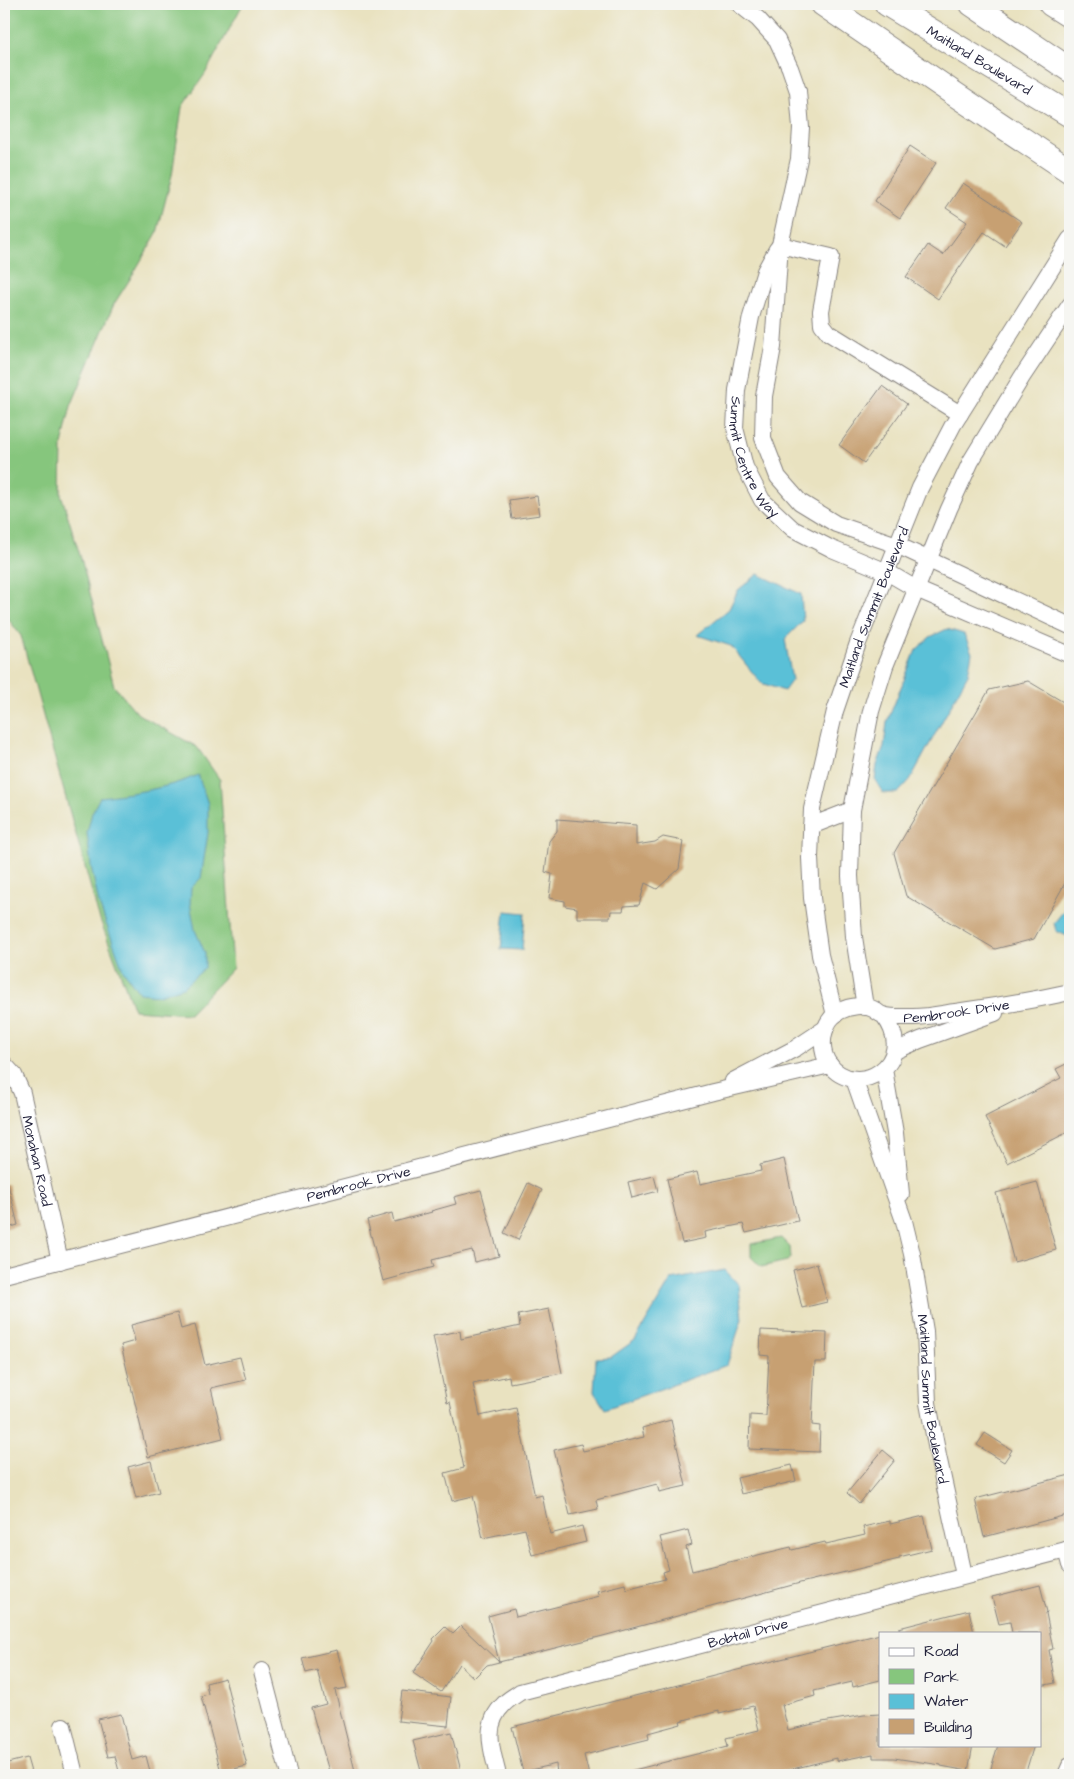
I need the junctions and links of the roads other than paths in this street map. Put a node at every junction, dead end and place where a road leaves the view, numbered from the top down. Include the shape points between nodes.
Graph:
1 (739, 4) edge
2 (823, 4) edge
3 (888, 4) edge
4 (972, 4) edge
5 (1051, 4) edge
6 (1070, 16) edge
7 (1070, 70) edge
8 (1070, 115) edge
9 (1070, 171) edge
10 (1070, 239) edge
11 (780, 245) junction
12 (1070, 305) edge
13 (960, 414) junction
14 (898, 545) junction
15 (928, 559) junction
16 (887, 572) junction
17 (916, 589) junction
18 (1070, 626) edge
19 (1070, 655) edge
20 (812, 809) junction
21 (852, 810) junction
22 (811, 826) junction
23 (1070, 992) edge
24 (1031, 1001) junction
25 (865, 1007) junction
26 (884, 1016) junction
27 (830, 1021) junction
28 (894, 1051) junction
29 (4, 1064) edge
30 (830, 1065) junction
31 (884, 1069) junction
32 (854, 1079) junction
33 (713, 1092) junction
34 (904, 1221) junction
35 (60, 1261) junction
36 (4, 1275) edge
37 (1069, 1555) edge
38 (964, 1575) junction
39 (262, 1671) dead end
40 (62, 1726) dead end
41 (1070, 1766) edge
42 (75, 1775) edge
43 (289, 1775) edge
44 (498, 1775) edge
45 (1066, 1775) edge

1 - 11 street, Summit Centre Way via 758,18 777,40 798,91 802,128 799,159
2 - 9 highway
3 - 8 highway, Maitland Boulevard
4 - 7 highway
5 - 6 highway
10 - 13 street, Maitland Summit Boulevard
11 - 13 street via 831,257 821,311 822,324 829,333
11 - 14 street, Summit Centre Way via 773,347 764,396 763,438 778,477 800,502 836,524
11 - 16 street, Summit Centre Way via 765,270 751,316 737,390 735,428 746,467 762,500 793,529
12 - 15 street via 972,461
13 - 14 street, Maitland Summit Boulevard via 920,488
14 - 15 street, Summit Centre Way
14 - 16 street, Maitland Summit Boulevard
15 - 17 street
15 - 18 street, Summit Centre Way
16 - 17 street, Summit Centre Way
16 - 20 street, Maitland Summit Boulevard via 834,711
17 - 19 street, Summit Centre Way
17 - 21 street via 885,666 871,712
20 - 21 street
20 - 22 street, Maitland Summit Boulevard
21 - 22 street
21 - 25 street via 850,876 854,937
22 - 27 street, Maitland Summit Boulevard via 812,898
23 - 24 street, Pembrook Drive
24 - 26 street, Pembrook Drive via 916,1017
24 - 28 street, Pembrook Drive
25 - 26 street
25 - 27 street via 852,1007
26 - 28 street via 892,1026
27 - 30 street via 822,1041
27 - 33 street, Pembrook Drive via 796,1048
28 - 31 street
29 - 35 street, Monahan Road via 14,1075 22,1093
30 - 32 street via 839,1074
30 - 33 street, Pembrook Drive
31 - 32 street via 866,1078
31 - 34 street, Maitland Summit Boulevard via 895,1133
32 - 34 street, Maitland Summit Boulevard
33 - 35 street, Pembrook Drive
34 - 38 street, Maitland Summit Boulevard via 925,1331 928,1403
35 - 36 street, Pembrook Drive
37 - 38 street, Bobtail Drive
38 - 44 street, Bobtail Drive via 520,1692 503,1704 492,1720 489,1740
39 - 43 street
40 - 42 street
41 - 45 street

To do:
Every record above should come back exactly, but without its pictures.

Answer for the task:
I need the junctions and links of the roads other than paths in this street map. Put a node at every junction, dead end and place where a road leaves the view, numbered from the top down. Include the shape points between nodes.
Graph:
1 (739, 4) edge
2 (823, 4) edge
3 (888, 4) edge
4 (972, 4) edge
5 (1051, 4) edge
6 (1070, 16) edge
7 (1070, 70) edge
8 (1070, 115) edge
9 (1070, 171) edge
10 (1070, 239) edge
11 (780, 245) junction
12 (1070, 305) edge
13 (960, 414) junction
14 (898, 545) junction
15 (928, 559) junction
16 (887, 572) junction
17 (916, 589) junction
18 (1070, 626) edge
19 (1070, 655) edge
20 (812, 809) junction
21 (852, 810) junction
22 (811, 826) junction
23 (1070, 992) edge
24 (1031, 1001) junction
25 (865, 1007) junction
26 (884, 1016) junction
27 (830, 1021) junction
28 (894, 1051) junction
29 (4, 1064) edge
30 (830, 1065) junction
31 (884, 1069) junction
32 (854, 1079) junction
33 (713, 1092) junction
34 (904, 1221) junction
35 (60, 1261) junction
36 (4, 1275) edge
37 (1069, 1555) edge
38 (964, 1575) junction
39 (262, 1671) dead end
40 (62, 1726) dead end
41 (1070, 1766) edge
42 (75, 1775) edge
43 (289, 1775) edge
44 (498, 1775) edge
45 (1066, 1775) edge

1 - 11 street, Summit Centre Way via 758,18 777,40 798,91 802,128 799,159
2 - 9 highway
3 - 8 highway, Maitland Boulevard
4 - 7 highway
5 - 6 highway
10 - 13 street, Maitland Summit Boulevard
11 - 13 street via 831,257 821,311 822,324 829,333
11 - 14 street, Summit Centre Way via 773,347 764,396 763,438 778,477 800,502 836,524
11 - 16 street, Summit Centre Way via 765,270 751,316 737,390 735,428 746,467 762,500 793,529
12 - 15 street via 972,461
13 - 14 street, Maitland Summit Boulevard via 920,488
14 - 15 street, Summit Centre Way
14 - 16 street, Maitland Summit Boulevard
15 - 17 street
15 - 18 street, Summit Centre Way
16 - 17 street, Summit Centre Way
16 - 20 street, Maitland Summit Boulevard via 834,711
17 - 19 street, Summit Centre Way
17 - 21 street via 885,666 871,712
20 - 21 street
20 - 22 street, Maitland Summit Boulevard
21 - 22 street
21 - 25 street via 850,876 854,937
22 - 27 street, Maitland Summit Boulevard via 812,898
23 - 24 street, Pembrook Drive
24 - 26 street, Pembrook Drive via 916,1017
24 - 28 street, Pembrook Drive
25 - 26 street
25 - 27 street via 852,1007
26 - 28 street via 892,1026
27 - 30 street via 822,1041
27 - 33 street, Pembrook Drive via 796,1048
28 - 31 street
29 - 35 street, Monahan Road via 14,1075 22,1093
30 - 32 street via 839,1074
30 - 33 street, Pembrook Drive
31 - 32 street via 866,1078
31 - 34 street, Maitland Summit Boulevard via 895,1133
32 - 34 street, Maitland Summit Boulevard
33 - 35 street, Pembrook Drive
34 - 38 street, Maitland Summit Boulevard via 925,1331 928,1403
35 - 36 street, Pembrook Drive
37 - 38 street, Bobtail Drive
38 - 44 street, Bobtail Drive via 520,1692 503,1704 492,1720 489,1740
39 - 43 street
40 - 42 street
41 - 45 street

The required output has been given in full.